OK. That makes sense and pretty much answered my question. But a couple other responses were worth reading for their other-than-mainstream perspectives. Mnemosyne writes:
I wasn’t too fond of Cars but my husband and most men I know really, really liked it. It seemed to speak to them on some subconscious level about breaking through to a better, less traditional view of what being an adult man should/could be. It’s one of the few movies out there where the male protagonist matures through his relationships with other people and not because of the adventures he encounters. The traditional markers of male success aren’t just rejected, they’re actively subverted at the end of the film. (Trying to avoid spoilers here, but I think you know what I mean.)

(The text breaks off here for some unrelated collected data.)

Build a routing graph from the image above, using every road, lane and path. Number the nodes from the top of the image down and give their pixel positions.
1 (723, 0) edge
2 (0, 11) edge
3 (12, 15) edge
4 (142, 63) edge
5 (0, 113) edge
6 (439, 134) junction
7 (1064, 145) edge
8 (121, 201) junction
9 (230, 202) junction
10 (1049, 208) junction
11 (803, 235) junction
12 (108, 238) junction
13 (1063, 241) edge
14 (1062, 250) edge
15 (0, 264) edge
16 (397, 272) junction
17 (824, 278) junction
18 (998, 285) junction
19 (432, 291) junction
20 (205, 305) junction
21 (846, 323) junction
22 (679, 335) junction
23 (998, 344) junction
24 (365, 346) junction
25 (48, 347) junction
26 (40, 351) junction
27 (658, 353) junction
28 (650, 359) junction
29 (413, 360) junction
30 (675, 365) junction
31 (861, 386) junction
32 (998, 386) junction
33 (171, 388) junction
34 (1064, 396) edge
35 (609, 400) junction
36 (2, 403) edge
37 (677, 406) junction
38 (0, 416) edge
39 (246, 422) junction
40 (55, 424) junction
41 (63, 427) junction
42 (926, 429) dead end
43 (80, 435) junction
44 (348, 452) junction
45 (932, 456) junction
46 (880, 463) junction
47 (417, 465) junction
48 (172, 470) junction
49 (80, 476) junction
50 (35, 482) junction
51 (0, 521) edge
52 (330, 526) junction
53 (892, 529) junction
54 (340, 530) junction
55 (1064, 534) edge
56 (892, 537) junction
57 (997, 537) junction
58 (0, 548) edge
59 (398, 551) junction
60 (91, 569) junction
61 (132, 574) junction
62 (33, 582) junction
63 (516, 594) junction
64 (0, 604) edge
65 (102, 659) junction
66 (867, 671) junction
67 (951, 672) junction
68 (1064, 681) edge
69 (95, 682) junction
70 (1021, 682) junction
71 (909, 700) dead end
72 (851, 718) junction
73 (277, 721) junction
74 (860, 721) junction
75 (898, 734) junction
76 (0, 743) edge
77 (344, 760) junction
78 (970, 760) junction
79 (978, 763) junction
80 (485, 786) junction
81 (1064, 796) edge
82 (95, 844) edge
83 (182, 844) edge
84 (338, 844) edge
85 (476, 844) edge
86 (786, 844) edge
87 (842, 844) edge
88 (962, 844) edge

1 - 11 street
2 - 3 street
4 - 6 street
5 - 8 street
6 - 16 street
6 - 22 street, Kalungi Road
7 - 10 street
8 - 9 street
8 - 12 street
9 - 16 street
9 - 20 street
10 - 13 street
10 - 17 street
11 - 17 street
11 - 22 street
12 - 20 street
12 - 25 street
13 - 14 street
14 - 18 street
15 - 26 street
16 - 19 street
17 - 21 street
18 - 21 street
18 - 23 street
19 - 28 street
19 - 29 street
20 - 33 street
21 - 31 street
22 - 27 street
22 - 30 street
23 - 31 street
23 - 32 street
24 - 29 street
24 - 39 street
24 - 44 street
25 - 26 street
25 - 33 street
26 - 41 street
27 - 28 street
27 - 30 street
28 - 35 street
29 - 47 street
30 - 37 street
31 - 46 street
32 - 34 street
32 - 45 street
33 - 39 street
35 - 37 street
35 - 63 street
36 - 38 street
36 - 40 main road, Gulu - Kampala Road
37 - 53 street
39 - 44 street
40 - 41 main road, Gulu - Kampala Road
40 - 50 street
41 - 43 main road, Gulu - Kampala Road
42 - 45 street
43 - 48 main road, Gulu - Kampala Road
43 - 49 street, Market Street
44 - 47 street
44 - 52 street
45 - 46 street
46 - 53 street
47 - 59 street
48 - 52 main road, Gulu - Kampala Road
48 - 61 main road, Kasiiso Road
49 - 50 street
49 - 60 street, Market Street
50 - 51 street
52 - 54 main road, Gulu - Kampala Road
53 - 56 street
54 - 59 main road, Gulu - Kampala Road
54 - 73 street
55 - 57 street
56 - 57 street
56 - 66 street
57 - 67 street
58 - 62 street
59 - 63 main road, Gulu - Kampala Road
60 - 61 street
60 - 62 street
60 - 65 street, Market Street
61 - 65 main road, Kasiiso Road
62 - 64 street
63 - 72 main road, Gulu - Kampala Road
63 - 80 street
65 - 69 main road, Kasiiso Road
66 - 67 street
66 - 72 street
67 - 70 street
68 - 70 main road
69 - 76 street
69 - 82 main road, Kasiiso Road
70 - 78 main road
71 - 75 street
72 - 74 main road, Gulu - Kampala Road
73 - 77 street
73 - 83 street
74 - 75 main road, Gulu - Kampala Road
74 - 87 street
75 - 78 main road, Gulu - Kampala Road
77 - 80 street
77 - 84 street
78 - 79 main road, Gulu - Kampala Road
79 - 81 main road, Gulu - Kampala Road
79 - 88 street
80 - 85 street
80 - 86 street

If that’s what men and boys are getting out of it, then I don’t really care that it didn’t speak to me. Not every movie is about me.
I thought that comment was very insightful. Do I like Cars because of a guy thing? I'm not particular into cars, often don't even own one, and would just about rather go to the dentist than watch a NASCAR race, which as far as I can see is nothing more than a lot of colorful boxes making an endless left turn in slow motion. I did like the fact that the protagonist matured through his relationship with others. That was the heart of the movie and in conjunction with the manner in which he matured (understanding that friends are better than fame and fortune) explains a good part of why I liked it so much.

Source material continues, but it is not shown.